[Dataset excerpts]
=== Section Start ===

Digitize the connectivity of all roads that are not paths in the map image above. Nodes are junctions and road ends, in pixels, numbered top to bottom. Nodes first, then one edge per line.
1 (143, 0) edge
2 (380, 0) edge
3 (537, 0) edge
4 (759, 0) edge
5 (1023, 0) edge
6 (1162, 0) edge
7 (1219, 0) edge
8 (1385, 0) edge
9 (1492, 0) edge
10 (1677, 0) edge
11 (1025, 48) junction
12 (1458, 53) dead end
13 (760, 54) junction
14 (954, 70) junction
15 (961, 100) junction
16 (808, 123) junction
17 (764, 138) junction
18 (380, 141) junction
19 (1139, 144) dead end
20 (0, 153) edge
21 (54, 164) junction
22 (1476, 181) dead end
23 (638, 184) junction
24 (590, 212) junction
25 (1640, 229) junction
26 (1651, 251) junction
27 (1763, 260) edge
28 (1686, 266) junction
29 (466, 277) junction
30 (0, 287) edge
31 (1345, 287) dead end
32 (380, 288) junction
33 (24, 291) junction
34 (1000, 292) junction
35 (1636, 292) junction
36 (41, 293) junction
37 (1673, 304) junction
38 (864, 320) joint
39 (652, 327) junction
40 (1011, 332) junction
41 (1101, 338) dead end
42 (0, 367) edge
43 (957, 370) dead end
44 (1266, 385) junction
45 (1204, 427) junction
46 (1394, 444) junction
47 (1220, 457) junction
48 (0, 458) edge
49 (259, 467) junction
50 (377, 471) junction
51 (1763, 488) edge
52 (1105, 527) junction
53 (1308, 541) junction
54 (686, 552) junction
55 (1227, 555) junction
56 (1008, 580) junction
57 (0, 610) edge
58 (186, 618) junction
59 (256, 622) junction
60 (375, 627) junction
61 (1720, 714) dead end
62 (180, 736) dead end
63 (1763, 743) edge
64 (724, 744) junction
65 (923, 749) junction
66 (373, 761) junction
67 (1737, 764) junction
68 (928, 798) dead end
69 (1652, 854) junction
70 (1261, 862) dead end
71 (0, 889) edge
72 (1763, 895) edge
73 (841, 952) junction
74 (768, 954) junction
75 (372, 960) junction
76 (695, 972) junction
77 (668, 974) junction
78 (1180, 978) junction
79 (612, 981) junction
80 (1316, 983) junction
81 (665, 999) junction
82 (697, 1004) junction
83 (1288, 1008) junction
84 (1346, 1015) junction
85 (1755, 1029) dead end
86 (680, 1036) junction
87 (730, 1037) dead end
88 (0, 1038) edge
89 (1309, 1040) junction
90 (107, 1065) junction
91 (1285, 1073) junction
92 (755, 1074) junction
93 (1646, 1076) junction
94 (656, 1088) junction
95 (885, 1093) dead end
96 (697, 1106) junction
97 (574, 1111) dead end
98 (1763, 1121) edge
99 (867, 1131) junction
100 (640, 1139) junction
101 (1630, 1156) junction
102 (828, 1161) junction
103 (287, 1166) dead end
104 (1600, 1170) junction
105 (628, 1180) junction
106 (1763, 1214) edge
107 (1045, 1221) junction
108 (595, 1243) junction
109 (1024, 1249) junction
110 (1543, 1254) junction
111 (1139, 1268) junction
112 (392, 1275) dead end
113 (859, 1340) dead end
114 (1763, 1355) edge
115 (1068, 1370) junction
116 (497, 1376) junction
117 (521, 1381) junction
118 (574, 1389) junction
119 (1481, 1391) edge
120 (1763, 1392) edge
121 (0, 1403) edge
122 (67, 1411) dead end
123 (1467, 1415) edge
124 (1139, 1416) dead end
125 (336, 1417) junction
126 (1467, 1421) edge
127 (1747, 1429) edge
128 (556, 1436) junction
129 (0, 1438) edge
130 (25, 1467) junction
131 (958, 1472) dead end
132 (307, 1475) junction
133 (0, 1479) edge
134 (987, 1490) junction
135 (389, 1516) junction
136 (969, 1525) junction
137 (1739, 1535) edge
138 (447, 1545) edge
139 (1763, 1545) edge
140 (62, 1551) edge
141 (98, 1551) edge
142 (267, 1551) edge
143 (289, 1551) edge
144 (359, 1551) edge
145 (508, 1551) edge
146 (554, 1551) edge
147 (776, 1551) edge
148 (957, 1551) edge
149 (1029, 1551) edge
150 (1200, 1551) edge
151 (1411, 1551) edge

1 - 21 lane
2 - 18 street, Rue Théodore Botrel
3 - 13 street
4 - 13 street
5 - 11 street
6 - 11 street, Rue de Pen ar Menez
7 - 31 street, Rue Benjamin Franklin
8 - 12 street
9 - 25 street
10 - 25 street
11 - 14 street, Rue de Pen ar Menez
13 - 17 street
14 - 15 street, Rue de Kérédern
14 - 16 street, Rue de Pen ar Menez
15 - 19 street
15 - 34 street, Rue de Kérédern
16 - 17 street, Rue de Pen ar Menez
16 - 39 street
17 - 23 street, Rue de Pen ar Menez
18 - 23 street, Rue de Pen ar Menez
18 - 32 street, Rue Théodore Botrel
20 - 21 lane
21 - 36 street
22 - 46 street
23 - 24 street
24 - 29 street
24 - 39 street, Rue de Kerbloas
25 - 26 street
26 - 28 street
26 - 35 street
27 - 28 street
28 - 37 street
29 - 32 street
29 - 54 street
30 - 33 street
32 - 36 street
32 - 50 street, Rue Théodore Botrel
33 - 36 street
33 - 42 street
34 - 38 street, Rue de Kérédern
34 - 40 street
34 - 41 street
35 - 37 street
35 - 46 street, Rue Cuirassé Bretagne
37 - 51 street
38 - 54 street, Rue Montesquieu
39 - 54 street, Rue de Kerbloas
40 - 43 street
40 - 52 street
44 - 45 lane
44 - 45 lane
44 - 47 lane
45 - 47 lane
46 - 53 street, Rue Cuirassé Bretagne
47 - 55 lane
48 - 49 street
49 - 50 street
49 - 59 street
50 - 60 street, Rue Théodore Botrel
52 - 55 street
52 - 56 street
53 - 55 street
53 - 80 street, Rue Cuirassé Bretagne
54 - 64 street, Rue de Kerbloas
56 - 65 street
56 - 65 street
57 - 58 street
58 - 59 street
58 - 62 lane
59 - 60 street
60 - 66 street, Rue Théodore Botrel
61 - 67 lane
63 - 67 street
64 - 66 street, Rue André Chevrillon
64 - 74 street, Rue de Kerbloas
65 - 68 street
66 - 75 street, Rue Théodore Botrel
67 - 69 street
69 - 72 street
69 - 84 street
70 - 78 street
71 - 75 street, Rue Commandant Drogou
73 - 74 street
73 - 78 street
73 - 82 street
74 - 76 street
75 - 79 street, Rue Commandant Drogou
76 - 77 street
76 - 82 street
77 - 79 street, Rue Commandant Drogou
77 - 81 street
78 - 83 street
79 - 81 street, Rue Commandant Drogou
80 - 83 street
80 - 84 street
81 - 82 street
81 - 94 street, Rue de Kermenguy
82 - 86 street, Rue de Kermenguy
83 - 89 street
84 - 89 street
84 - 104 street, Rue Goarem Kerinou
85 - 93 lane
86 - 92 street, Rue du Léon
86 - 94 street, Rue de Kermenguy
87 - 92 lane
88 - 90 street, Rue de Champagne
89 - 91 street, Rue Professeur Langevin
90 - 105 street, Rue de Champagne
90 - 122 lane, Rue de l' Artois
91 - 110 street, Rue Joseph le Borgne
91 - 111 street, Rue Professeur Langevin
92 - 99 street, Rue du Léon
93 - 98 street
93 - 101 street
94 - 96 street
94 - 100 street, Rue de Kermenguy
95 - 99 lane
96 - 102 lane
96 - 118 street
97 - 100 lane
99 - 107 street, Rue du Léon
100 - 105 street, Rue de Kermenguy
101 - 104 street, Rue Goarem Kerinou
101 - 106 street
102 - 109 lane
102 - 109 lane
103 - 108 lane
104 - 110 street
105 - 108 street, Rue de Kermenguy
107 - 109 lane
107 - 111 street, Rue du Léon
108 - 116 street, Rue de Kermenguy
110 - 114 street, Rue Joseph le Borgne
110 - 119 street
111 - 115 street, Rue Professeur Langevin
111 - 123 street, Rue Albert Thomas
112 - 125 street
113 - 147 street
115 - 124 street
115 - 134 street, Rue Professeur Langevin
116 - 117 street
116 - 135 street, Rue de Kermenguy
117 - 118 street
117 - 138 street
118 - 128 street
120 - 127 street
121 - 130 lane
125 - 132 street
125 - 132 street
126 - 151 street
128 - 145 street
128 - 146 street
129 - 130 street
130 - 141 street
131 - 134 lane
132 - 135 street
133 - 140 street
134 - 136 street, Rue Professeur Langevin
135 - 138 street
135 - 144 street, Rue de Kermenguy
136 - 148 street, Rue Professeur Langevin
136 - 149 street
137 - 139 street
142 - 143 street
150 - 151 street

=== Section End ===

#### [Problem to work on]
Search the records for the word "Goarem". Copy each line where it appears.

#### [Exercise answer]
84 - 104 street, Rue Goarem Kerinou
101 - 104 street, Rue Goarem Kerinou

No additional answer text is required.